Einigermaßen seltsam verliefen im Klima-Ministerium anschließend Suche und Anstellung einer Expertin für Gas-, Öl- und Strom. Nicht für das Kabinett der Chefin, sondern für die Sektion "Klima und Energie".
Ausgeschrieben wurde der Job von der Leiharbeitsfirma Trenkwalder, nicht gerade bekannt für spezielle Expertise im internationalen Öl- und Gas-Business. Die Anforderungen sind beachtlich. Kompetenz bei der Erstellung eines Notfall- und Präventionsplans, Analysen über das Gaspipeline-System, Vorbereitung des Energielenkungsbeirates und Teilnahme an der Gaskoordinierungsgruppe der EU-Kommission. Fachstudien, soziale Kompetenz etc. verstehen sich von selbst.
Also ein Wunderwuzzi, der die "Gewährleistung einer sicheren Gas-, Öl- und Stromversorgung" schupfen soll. Trenkwalder lockte dafür mit einem Monatsbruttogehalt ab 2.907,20 Euro. Die zusätzlichen Zuckerl wie Essensgutscheine (zweimal jährlich um 220 Euro) und ein Einkaufsgutschein über 186 Euro fallen eher schon unter die Kategorie herzig. Einsatzort ist das Ministerium, die Anstellung erfolgt wie bei Leiharbeitsfirmen üblich, bei Trenkwalder.
Bei der OMV oder einem anderen internationalen Energiekonzern würde ein Job mit diesem Anforderungsprofil in eine ganz andere Gehaltsklasse fallen. Doch die Suche war bereits erfolgreich, eine Expertin der E-Control (Name der Redaktion bekannt) wurde engagiert. Die Energieaufsichtsbehörde gehört – erraten – in Gewesslers Ministerium. Hätte man nicht gleich dort nachfragen und die Expertin ins Ministerium holen können?
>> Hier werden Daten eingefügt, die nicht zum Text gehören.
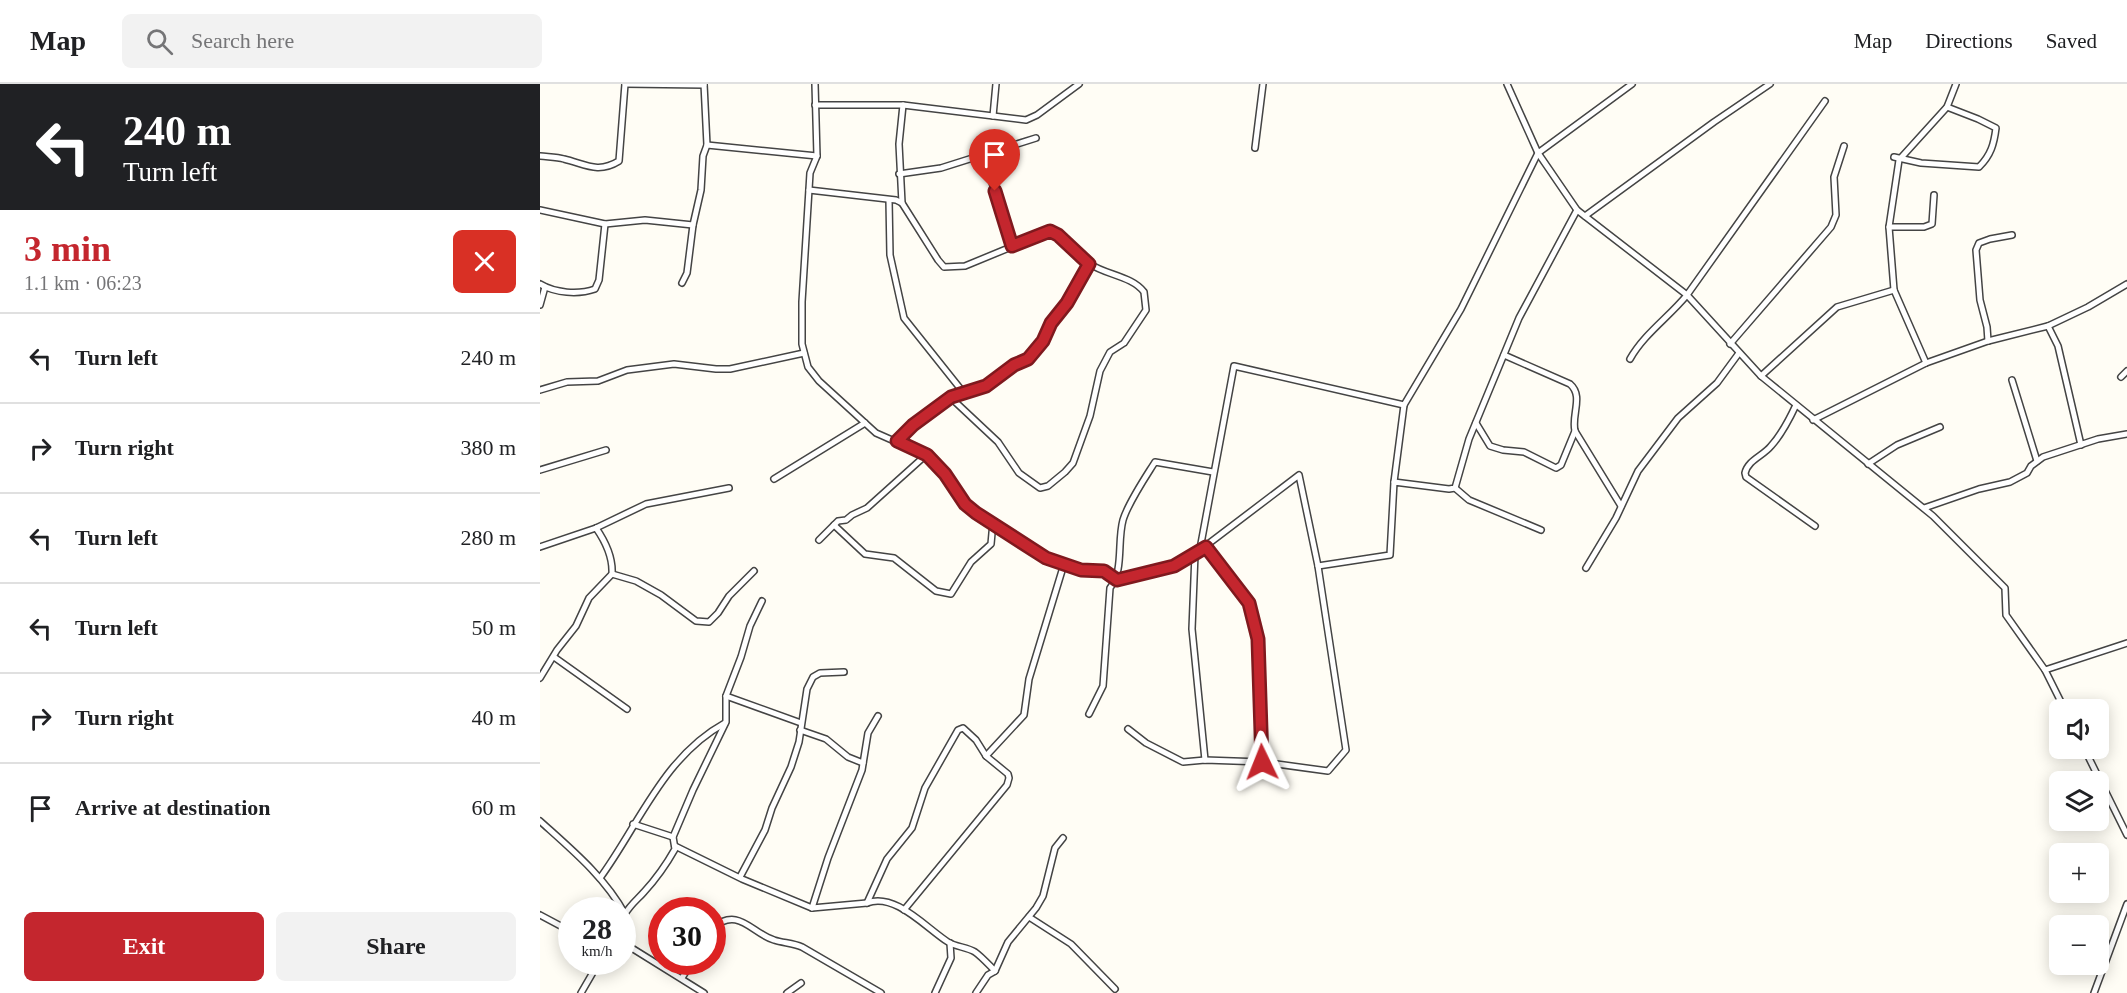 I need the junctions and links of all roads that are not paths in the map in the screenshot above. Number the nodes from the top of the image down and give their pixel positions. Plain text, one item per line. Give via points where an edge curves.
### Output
1 (625, 84) edge
2 (704, 84) edge
3 (815, 84) edge
4 (996, 84) edge
5 (1079, 84) edge
6 (1263, 84) edge
7 (1507, 84) edge
8 (1632, 84) edge
9 (1770, 84) edge
10 (1954, 85) edge
11 (1825, 101) dead end
12 (815, 105) junction
13 (903, 105) junction
14 (1947, 107) junction
15 (993, 116) junction
16 (1036, 138) dead end
17 (707, 145) junction
18 (1844, 146) dead end
19 (1255, 148) dead end
20 (1538, 153) junction
21 (983, 154) junction
22 (540, 156) edge
23 (816, 156) junction
24 (1896, 158) junction
25 (899, 174) junction
26 (809, 190) junction
27 (1934, 195) dead end
28 (889, 200) junction
29 (902, 203) junction
30 (540, 210) edge
31 (1577, 210) junction
32 (1585, 216) junction
33 (605, 224) junction
34 (693, 225) junction
35 (1889, 227) junction
36 (2012, 235) dead end
37 (1012, 246) junction
38 (1089, 264) junction
39 (682, 283) dead end
40 (2127, 284) edge
41 (543, 285) edge
42 (1894, 291) junction
43 (1687, 295) junction
44 (540, 305) edge
45 (2048, 326) junction
46 (1988, 341) junction
47 (1730, 344) junction
48 (804, 353) junction
49 (1739, 353) junction
50 (1504, 355) junction
51 (1630, 358) dead end
52 (1926, 363) junction
53 (2127, 371) edge
54 (1761, 376) junction
55 (2121, 377) dead end
56 (2012, 380) dead end
57 (540, 390) edge
58 (963, 392) junction
59 (951, 397) junction
60 (1404, 405) junction
61 (1796, 405) junction
62 (1814, 420) junction
63 (865, 423) junction
64 (1476, 423) junction
65 (1940, 427) dead end
66 (1575, 432) junction
67 (2127, 434) edge
68 (897, 441) junction
69 (2081, 445) junction
70 (606, 450) dead end
71 (927, 455) junction
72 (2037, 461) junction
73 (1869, 464) junction
74 (540, 470) edge
75 (1213, 472) junction
76 (774, 479) dead end
77 (1394, 482) junction
78 (729, 488) dead end
79 (1455, 488) junction
80 (1621, 506) junction
81 (1924, 508) junction
82 (993, 522) junction
83 (834, 525) junction
84 (1815, 526) dead end
85 (596, 528) junction
86 (1541, 530) dead end
87 (819, 540) dead end
88 (540, 547) edge
89 (1203, 548) junction
90 (1195, 554) junction
91 (1064, 564) junction
92 (1318, 566) junction
93 (1586, 568) dead end
94 (754, 571) dead end
95 (612, 574) junction
96 (1117, 580) junction
97 (762, 601) dead end
98 (2127, 643) edge
99 (554, 657) junction
100 (2045, 670) junction
101 (844, 672) dead end
102 (540, 678) edge
103 (726, 696) junction
104 (2060, 699) edge
105 (627, 709) dead end
106 (1089, 714) dead end
107 (878, 716) dead end
108 (726, 722) junction
109 (801, 723) junction
110 (1128, 729) dead end
111 (800, 730) junction
112 (986, 756) junction
113 (2089, 759) edge
114 (1205, 760) junction
115 (1262, 762) junction
116 (863, 763) junction
117 (1252, 770) dead end
118 (540, 820) edge
119 (633, 824) junction
120 (2127, 835) edge
121 (673, 837) junction
122 (1063, 838) dead end
123 (675, 846) junction
124 (740, 877) junction
125 (600, 878) junction
126 (616, 897) edge
127 (636, 899) edge
128 (867, 903) junction
129 (2127, 904) edge
130 (812, 908) junction
131 (904, 910) junction
132 (540, 915) edge
133 (1029, 917) junction
134 (726, 922) edge
135 (558, 925) edge
136 (950, 944) junction
137 (636, 950) edge
138 (995, 971) junction
139 (591, 975) edge
140 (684, 975) edge
141 (682, 978) junction
142 (801, 983) dead end
143 (1115, 989) dead end
144 (581, 993) edge
145 (704, 993) edge
146 (787, 993) edge
147 (881, 993) edge
148 (935, 993) edge
149 (976, 993) edge
150 (2094, 993) edge

1 - 2 street
1 - 22 street via 619,161 611,166 587,167 564,158
2 - 17 street
3 - 12 street
4 - 15 street
5 - 15 street via 1026,120
6 - 19 street
7 - 20 street
8 - 20 street
9 - 32 street
10 - 14 street
11 - 43 street
12 - 13 street
12 - 23 street
13 - 15 street
13 - 25 street
14 - 24 street
14 - 24 street via 1996,128 1995,143 1979,167
16 - 21 street
17 - 23 street
17 - 34 street
18 - 47 street via 1834,177 1836,215 1831,227
20 - 31 street
20 - 60 street via 1461,309
21 - 25 street via 941,168
21 - 37 street
23 - 26 street
24 - 35 street
25 - 29 street
26 - 28 street
26 - 48 street via 802,302
27 - 35 street via 1932,224
28 - 29 street
28 - 58 street via 890,255 904,318
29 - 37 street via 944,267 965,266
30 - 33 street
31 - 32 street
31 - 50 street via 1519,318
32 - 43 street
33 - 34 street via 645,220
33 - 41 street via 595,289 585,293
34 - 39 street via 687,273
35 - 42 street
36 - 46 street via 1979,243 1976,250
37 - 38 street via 1050,231
38 - 58 street via 1034,354 986,386
38 - 59 street via 1140,287 1146,298 1146,310 1124,343 1110,352 1100,370 1090,416 1073,463 1065,472 1048,486 1036,486 1019,473 993,436
40 - 45 street
41 - 44 street
42 - 52 street
42 - 54 street via 1837,307
43 - 47 street
43 - 51 street
45 - 46 street
45 - 69 street via 2058,346
46 - 52 street
47 - 49 street
48 - 57 street via 730,369 674,364 627,370 598,381 567,382
48 - 63 street via 808,367 819,381
49 - 54 street
49 - 80 street via 1717,383 1667,432 1638,471
50 - 64 street
50 - 66 street via 1576,389
52 - 62 street
53 - 55 street
54 - 61 street
56 - 72 street
58 - 59 street
59 - 68 street
60 - 75 street via 1234,366
60 - 77 street
61 - 62 street
61 - 84 street via 1779,437 1744,473
62 - 73 street
63 - 68 street via 888,440
63 - 76 street
64 - 66 street via 1490,446 1524,452 1556,468 1561,465
64 - 79 street
65 - 73 street via 1897,445
66 - 80 street
67 - 69 street
68 - 71 street
69 - 72 street
70 - 74 street
71 - 82 street via 965,504
71 - 83 street via 867,508
72 - 81 street via 2010,482
73 - 81 street
75 - 89 street
75 - 96 street via 1155,462 1124,517
77 - 79 street
77 - 92 street via 1390,555
78 - 85 street via 646,504
79 - 86 street via 1469,500
80 - 93 street
81 - 100 street via 2005,588 2006,615
82 - 83 street via 991,544 970,562 951,594 936,591 894,558 865,554
82 - 91 street via 1046,558
83 - 87 street
85 - 88 street
85 - 95 street via 604,540
89 - 90 street
89 - 92 street via 1299,476
89 - 115 street via 1249,603 1258,639
90 - 96 street via 1174,566
90 - 114 street via 1192,629
91 - 96 street via 1104,571
91 - 112 street via 1029,679 1024,715
92 - 115 street via 1347,750 1328,771
94 - 95 street via 709,622 703,623 636,580
95 - 99 street via 589,598 576,626
96 - 106 street via 1110,588 1102,686
97 - 103 street
98 - 100 street
99 - 102 street
99 - 105 street
100 - 104 street
101 - 109 street via 813,677
103 - 108 street
103 - 109 street
107 - 116 street via 868,734
108 - 119 street via 708,732 683,756
108 - 121 street
109 - 111 street
110 - 114 street via 1183,762
111 - 116 street via 826,739 848,757
111 - 124 street via 791,767
112 - 128 street via 966,729 958,730 925,788 912,828 887,859
112 - 131 street via 1008,774 1007,785
113 - 120 street
114 - 115 street
115 - 117 street
116 - 130 street
118 - 125 street
119 - 121 street
119 - 125 street
121 - 123 street
122 - 133 street via 1055,848 1043,896
123 - 124 street
123 - 127 street via 663,870
124 - 130 street
125 - 126 street
128 - 130 street
128 - 131 street via 874,900
129 - 150 street
131 - 136 street
132 - 135 street
133 - 138 street via 1008,942
133 - 143 street via 1071,944
134 - 147 street via 744,921 772,940 802,947
136 - 138 street via 974,951
136 - 148 street via 951,958
137 - 141 street
138 - 149 street
139 - 144 street
140 - 141 street
141 - 145 street
142 - 146 street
Dass sich ausgerechnet ein grünes Ministerium einer Leiharbeitsfirma bedient, ist außerdem bemerkenswert.
"Wir haben uns in diesem konkreten Fall aufgrund der spezifischen Expertise und einer raschen Besetzung für den Weg einer Anstellung mittels Arbeitsleihe entschieden. Denn gerade in der aktuellen Krise braucht es möglichst schnell die besten Köpfe", erklärt man dazu im Ministerium. Arbeitsleihverträgen mit Leasingfirmen seien Sonderfälle und das werde auch so bleiben.
Wie man hört, soll es im Ministerium auch aus der Zeit vor Gewessler Mitarbeiter geben, die auf Trenkwalder-Tickets sitzen. Wenn es beispielsweise kein Budget mehr für Planposten gab oder eine Bestellung rasch gehen musste.
"Seit Monaten steuern wir auf eine Explosion der Energiepreise zu. Und mit dem Ukraine-Krieg sind wir in ganz Europa mitten in einer Energiekrise. Doch erst jetzt, Monate später, holt Gewessler per Arbeitsleihfirma für ihr Ministerium eine Energiespezialistin, aber um das Gehalt eines Berufseinsteigers". Die Regierung gebe Hunderte Millionen Euro für PR und Werbung aus, "aber wenn es um hoch qualifizierte Experten in einem immens wichtigen Bereich geht, nimmt sich das Ministerium eine Leiharbeitsfirma, die die Leute um Dumpinglöhne beschäftigt", empört sich Schroll.